All of the data must be written out verbatim, with pictures excluded.

Stored data:
════════

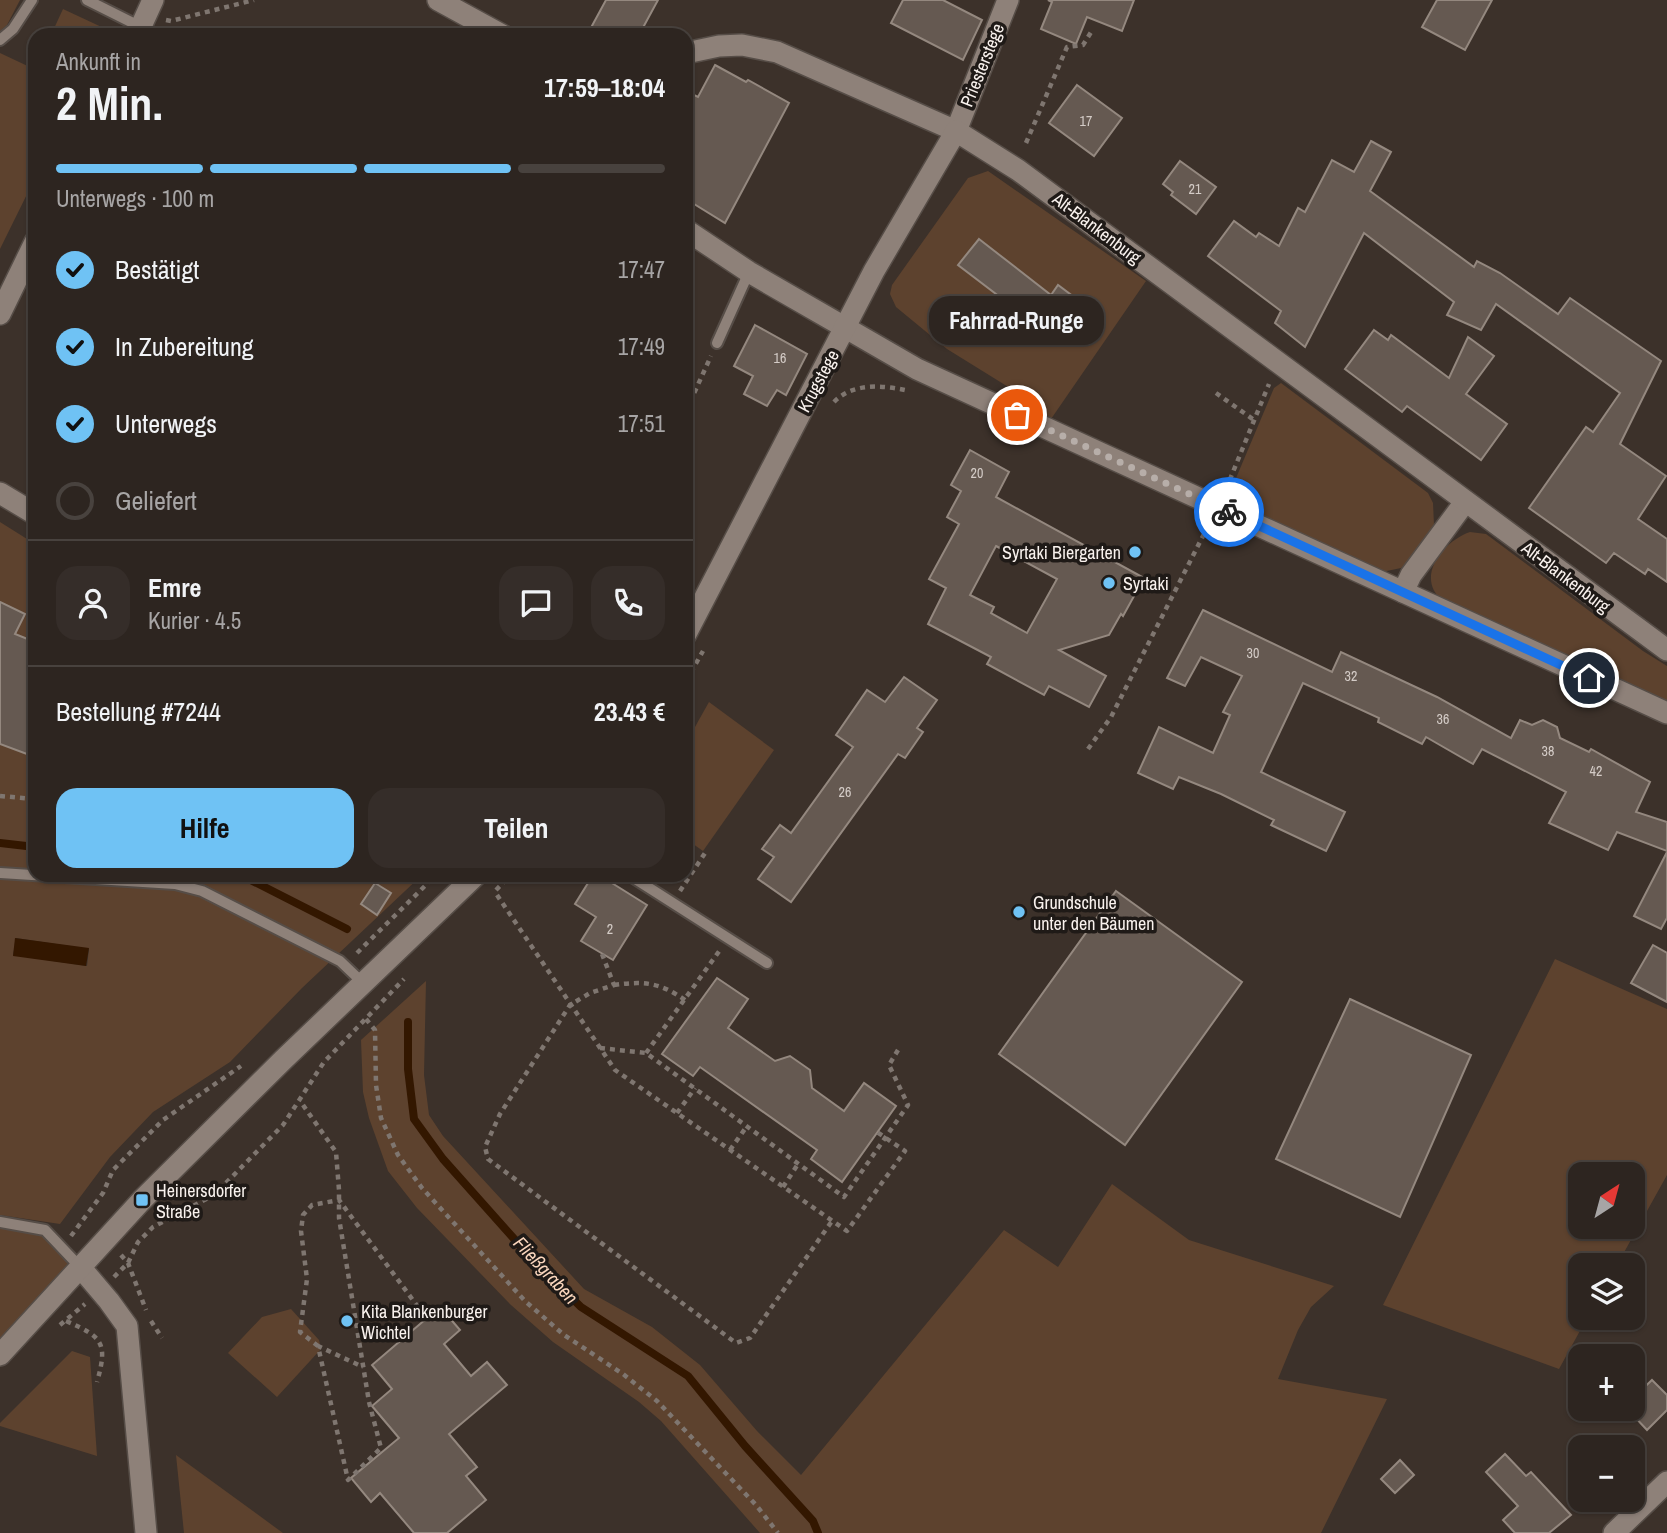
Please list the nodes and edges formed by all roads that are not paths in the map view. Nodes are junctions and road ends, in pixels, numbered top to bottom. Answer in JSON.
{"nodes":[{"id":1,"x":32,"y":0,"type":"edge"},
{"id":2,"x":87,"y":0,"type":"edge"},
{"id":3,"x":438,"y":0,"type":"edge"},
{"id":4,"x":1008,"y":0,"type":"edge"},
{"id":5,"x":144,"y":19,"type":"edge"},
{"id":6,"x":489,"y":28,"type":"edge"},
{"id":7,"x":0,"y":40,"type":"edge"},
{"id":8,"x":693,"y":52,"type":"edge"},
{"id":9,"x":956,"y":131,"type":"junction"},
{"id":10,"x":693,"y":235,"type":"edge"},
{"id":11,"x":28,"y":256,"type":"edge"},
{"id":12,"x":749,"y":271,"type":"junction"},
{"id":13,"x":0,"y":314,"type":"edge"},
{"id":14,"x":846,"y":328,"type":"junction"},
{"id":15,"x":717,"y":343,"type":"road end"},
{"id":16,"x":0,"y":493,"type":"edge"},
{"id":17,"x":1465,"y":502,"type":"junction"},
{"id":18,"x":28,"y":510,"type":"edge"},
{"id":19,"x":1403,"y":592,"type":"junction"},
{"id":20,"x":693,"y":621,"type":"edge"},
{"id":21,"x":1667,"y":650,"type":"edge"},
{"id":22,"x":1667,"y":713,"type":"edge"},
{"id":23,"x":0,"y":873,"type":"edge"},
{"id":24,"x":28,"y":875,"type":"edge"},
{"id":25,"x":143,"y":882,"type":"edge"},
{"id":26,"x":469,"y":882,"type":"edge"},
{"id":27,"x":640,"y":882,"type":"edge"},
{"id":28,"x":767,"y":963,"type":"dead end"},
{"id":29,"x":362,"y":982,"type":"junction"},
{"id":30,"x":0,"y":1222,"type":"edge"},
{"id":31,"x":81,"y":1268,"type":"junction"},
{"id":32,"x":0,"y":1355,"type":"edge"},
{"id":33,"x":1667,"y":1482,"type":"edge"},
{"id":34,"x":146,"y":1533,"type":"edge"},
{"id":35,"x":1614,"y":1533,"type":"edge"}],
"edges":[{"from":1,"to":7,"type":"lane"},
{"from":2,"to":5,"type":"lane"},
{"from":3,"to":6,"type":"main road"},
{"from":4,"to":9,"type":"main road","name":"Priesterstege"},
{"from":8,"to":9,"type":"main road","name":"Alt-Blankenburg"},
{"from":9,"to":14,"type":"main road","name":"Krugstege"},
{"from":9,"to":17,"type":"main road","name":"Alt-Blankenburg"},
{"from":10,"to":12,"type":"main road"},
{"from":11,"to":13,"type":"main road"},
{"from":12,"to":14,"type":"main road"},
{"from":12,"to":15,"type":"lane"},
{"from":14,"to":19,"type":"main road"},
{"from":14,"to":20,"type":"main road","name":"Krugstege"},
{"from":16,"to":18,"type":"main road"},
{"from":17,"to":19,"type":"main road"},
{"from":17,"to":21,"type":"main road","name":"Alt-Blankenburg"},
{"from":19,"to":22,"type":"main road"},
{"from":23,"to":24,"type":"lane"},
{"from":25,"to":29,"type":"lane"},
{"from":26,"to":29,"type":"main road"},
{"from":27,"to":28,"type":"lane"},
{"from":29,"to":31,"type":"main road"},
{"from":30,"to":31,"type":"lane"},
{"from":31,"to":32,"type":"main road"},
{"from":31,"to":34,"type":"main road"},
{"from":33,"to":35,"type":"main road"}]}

════════

Written reply:
Please list the nodes and edges formed by all roads that are not paths in the map view. Nodes are junctions and road ends, in pixels, numbered top to bottom. Answer in JSON.
{"nodes":[{"id":1,"x":32,"y":0,"type":"edge"},
{"id":2,"x":87,"y":0,"type":"edge"},
{"id":3,"x":438,"y":0,"type":"edge"},
{"id":4,"x":1008,"y":0,"type":"edge"},
{"id":5,"x":144,"y":19,"type":"edge"},
{"id":6,"x":489,"y":28,"type":"edge"},
{"id":7,"x":0,"y":40,"type":"edge"},
{"id":8,"x":693,"y":52,"type":"edge"},
{"id":9,"x":956,"y":131,"type":"junction"},
{"id":10,"x":693,"y":235,"type":"edge"},
{"id":11,"x":28,"y":256,"type":"edge"},
{"id":12,"x":749,"y":271,"type":"junction"},
{"id":13,"x":0,"y":314,"type":"edge"},
{"id":14,"x":846,"y":328,"type":"junction"},
{"id":15,"x":717,"y":343,"type":"road end"},
{"id":16,"x":0,"y":493,"type":"edge"},
{"id":17,"x":1465,"y":502,"type":"junction"},
{"id":18,"x":28,"y":510,"type":"edge"},
{"id":19,"x":1403,"y":592,"type":"junction"},
{"id":20,"x":693,"y":621,"type":"edge"},
{"id":21,"x":1667,"y":650,"type":"edge"},
{"id":22,"x":1667,"y":713,"type":"edge"},
{"id":23,"x":0,"y":873,"type":"edge"},
{"id":24,"x":28,"y":875,"type":"edge"},
{"id":25,"x":143,"y":882,"type":"edge"},
{"id":26,"x":469,"y":882,"type":"edge"},
{"id":27,"x":640,"y":882,"type":"edge"},
{"id":28,"x":767,"y":963,"type":"dead end"},
{"id":29,"x":362,"y":982,"type":"junction"},
{"id":30,"x":0,"y":1222,"type":"edge"},
{"id":31,"x":81,"y":1268,"type":"junction"},
{"id":32,"x":0,"y":1355,"type":"edge"},
{"id":33,"x":1667,"y":1482,"type":"edge"},
{"id":34,"x":146,"y":1533,"type":"edge"},
{"id":35,"x":1614,"y":1533,"type":"edge"}],
"edges":[{"from":1,"to":7,"type":"lane"},
{"from":2,"to":5,"type":"lane"},
{"from":3,"to":6,"type":"main road"},
{"from":4,"to":9,"type":"main road","name":"Priesterstege"},
{"from":8,"to":9,"type":"main road","name":"Alt-Blankenburg"},
{"from":9,"to":14,"type":"main road","name":"Krugstege"},
{"from":9,"to":17,"type":"main road","name":"Alt-Blankenburg"},
{"from":10,"to":12,"type":"main road"},
{"from":11,"to":13,"type":"main road"},
{"from":12,"to":14,"type":"main road"},
{"from":12,"to":15,"type":"lane"},
{"from":14,"to":19,"type":"main road"},
{"from":14,"to":20,"type":"main road","name":"Krugstege"},
{"from":16,"to":18,"type":"main road"},
{"from":17,"to":19,"type":"main road"},
{"from":17,"to":21,"type":"main road","name":"Alt-Blankenburg"},
{"from":19,"to":22,"type":"main road"},
{"from":23,"to":24,"type":"lane"},
{"from":25,"to":29,"type":"lane"},
{"from":26,"to":29,"type":"main road"},
{"from":27,"to":28,"type":"lane"},
{"from":29,"to":31,"type":"main road"},
{"from":30,"to":31,"type":"lane"},
{"from":31,"to":32,"type":"main road"},
{"from":31,"to":34,"type":"main road"},
{"from":33,"to":35,"type":"main road"}]}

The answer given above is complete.